ASSIGNMENT :: Could you transcribe each record below exactly as written, setting the pictures aside?

GIVEN DATA ::
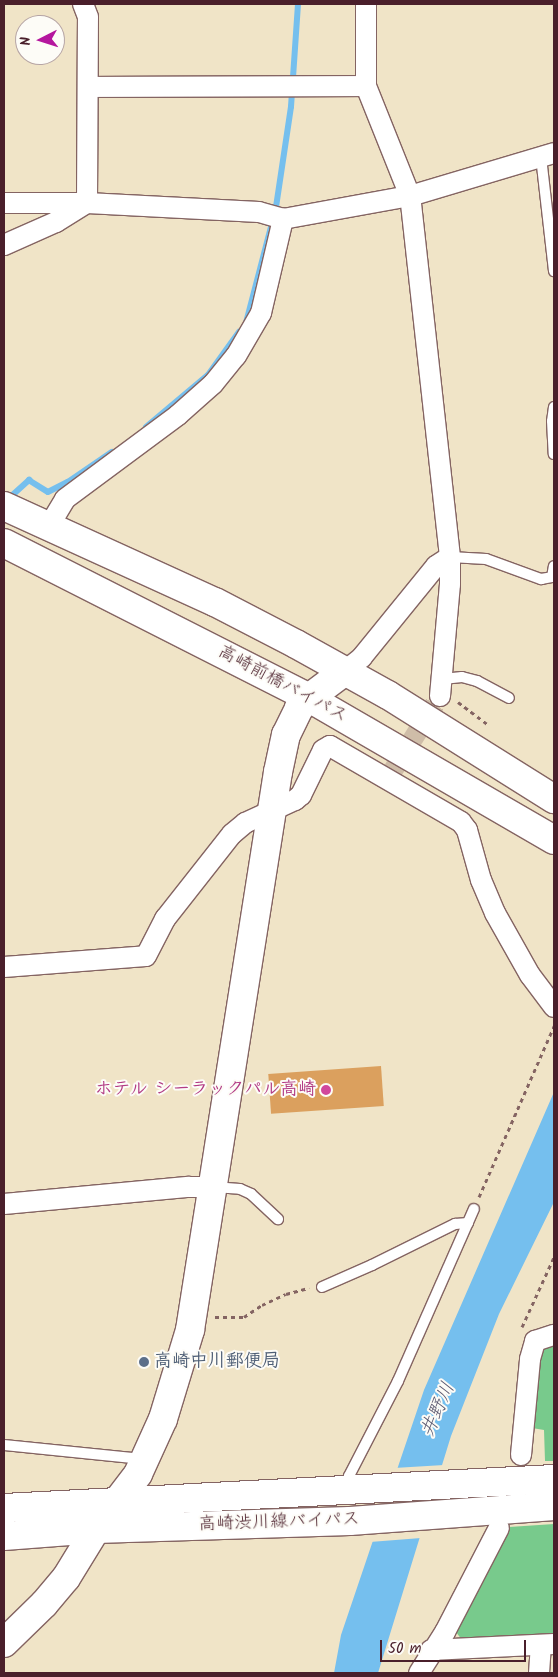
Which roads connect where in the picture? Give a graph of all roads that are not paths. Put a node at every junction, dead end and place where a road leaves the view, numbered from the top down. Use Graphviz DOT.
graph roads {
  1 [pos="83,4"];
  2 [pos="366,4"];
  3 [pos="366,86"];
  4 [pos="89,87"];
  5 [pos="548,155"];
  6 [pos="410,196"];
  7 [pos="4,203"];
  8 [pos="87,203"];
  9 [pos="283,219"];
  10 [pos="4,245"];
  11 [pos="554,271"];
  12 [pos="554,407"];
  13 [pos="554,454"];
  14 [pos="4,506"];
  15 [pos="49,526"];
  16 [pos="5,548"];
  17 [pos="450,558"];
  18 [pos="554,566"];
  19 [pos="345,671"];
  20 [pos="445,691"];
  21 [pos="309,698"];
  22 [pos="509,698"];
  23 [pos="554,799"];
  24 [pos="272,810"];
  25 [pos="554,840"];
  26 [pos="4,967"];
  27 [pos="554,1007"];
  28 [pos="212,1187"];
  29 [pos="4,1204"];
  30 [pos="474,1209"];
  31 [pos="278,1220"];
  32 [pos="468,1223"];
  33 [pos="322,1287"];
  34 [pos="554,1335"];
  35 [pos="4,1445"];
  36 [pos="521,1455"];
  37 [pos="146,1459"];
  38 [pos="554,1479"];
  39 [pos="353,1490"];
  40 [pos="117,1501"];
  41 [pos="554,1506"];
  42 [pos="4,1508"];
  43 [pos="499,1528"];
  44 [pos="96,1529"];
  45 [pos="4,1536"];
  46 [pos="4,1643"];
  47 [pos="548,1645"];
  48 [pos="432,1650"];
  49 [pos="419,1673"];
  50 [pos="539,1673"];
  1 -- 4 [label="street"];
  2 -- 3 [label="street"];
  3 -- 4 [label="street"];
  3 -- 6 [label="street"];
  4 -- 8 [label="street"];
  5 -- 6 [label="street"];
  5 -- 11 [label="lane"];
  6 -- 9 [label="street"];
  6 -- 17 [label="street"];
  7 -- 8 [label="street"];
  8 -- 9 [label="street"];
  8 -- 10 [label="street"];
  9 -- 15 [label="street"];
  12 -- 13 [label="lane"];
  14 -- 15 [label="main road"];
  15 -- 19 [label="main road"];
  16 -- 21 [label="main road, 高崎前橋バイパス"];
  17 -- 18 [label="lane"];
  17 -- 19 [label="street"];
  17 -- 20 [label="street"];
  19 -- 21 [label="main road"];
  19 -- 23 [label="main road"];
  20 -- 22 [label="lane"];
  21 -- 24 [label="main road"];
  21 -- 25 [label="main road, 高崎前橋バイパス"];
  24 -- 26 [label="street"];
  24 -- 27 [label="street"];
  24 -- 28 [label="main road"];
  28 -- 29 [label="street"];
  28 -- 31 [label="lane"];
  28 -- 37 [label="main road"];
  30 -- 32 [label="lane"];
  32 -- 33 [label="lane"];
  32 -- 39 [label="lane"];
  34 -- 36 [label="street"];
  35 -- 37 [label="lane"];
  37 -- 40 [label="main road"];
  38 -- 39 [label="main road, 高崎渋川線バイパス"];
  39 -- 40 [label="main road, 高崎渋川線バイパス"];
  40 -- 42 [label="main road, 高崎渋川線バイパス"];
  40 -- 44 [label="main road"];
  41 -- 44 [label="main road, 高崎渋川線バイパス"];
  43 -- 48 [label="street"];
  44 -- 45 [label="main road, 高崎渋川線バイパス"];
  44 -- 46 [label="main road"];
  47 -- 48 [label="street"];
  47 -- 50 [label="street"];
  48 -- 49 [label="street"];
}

REPLY TO THE TASK ::
Which roads connect where in the picture? Give a graph of all roads that are not paths. Put a node at every junction, dead end and place where a road leaves the view, numbered from the top down. Use Graphviz DOT.
graph roads {
  1 [pos="83,4"];
  2 [pos="366,4"];
  3 [pos="366,86"];
  4 [pos="89,87"];
  5 [pos="548,155"];
  6 [pos="410,196"];
  7 [pos="4,203"];
  8 [pos="87,203"];
  9 [pos="283,219"];
  10 [pos="4,245"];
  11 [pos="554,271"];
  12 [pos="554,407"];
  13 [pos="554,454"];
  14 [pos="4,506"];
  15 [pos="49,526"];
  16 [pos="5,548"];
  17 [pos="450,558"];
  18 [pos="554,566"];
  19 [pos="345,671"];
  20 [pos="445,691"];
  21 [pos="309,698"];
  22 [pos="509,698"];
  23 [pos="554,799"];
  24 [pos="272,810"];
  25 [pos="554,840"];
  26 [pos="4,967"];
  27 [pos="554,1007"];
  28 [pos="212,1187"];
  29 [pos="4,1204"];
  30 [pos="474,1209"];
  31 [pos="278,1220"];
  32 [pos="468,1223"];
  33 [pos="322,1287"];
  34 [pos="554,1335"];
  35 [pos="4,1445"];
  36 [pos="521,1455"];
  37 [pos="146,1459"];
  38 [pos="554,1479"];
  39 [pos="353,1490"];
  40 [pos="117,1501"];
  41 [pos="554,1506"];
  42 [pos="4,1508"];
  43 [pos="499,1528"];
  44 [pos="96,1529"];
  45 [pos="4,1536"];
  46 [pos="4,1643"];
  47 [pos="548,1645"];
  48 [pos="432,1650"];
  49 [pos="419,1673"];
  50 [pos="539,1673"];
  1 -- 4 [label="street"];
  2 -- 3 [label="street"];
  3 -- 4 [label="street"];
  3 -- 6 [label="street"];
  4 -- 8 [label="street"];
  5 -- 6 [label="street"];
  5 -- 11 [label="lane"];
  6 -- 9 [label="street"];
  6 -- 17 [label="street"];
  7 -- 8 [label="street"];
  8 -- 9 [label="street"];
  8 -- 10 [label="street"];
  9 -- 15 [label="street"];
  12 -- 13 [label="lane"];
  14 -- 15 [label="main road"];
  15 -- 19 [label="main road"];
  16 -- 21 [label="main road, 高崎前橋バイパス"];
  17 -- 18 [label="lane"];
  17 -- 19 [label="street"];
  17 -- 20 [label="street"];
  19 -- 21 [label="main road"];
  19 -- 23 [label="main road"];
  20 -- 22 [label="lane"];
  21 -- 24 [label="main road"];
  21 -- 25 [label="main road, 高崎前橋バイパス"];
  24 -- 26 [label="street"];
  24 -- 27 [label="street"];
  24 -- 28 [label="main road"];
  28 -- 29 [label="street"];
  28 -- 31 [label="lane"];
  28 -- 37 [label="main road"];
  30 -- 32 [label="lane"];
  32 -- 33 [label="lane"];
  32 -- 39 [label="lane"];
  34 -- 36 [label="street"];
  35 -- 37 [label="lane"];
  37 -- 40 [label="main road"];
  38 -- 39 [label="main road, 高崎渋川線バイパス"];
  39 -- 40 [label="main road, 高崎渋川線バイパス"];
  40 -- 42 [label="main road, 高崎渋川線バイパス"];
  40 -- 44 [label="main road"];
  41 -- 44 [label="main road, 高崎渋川線バイパス"];
  43 -- 48 [label="street"];
  44 -- 45 [label="main road, 高崎渋川線バイパス"];
  44 -- 46 [label="main road"];
  47 -- 48 [label="street"];
  47 -- 50 [label="street"];
  48 -- 49 [label="street"];
}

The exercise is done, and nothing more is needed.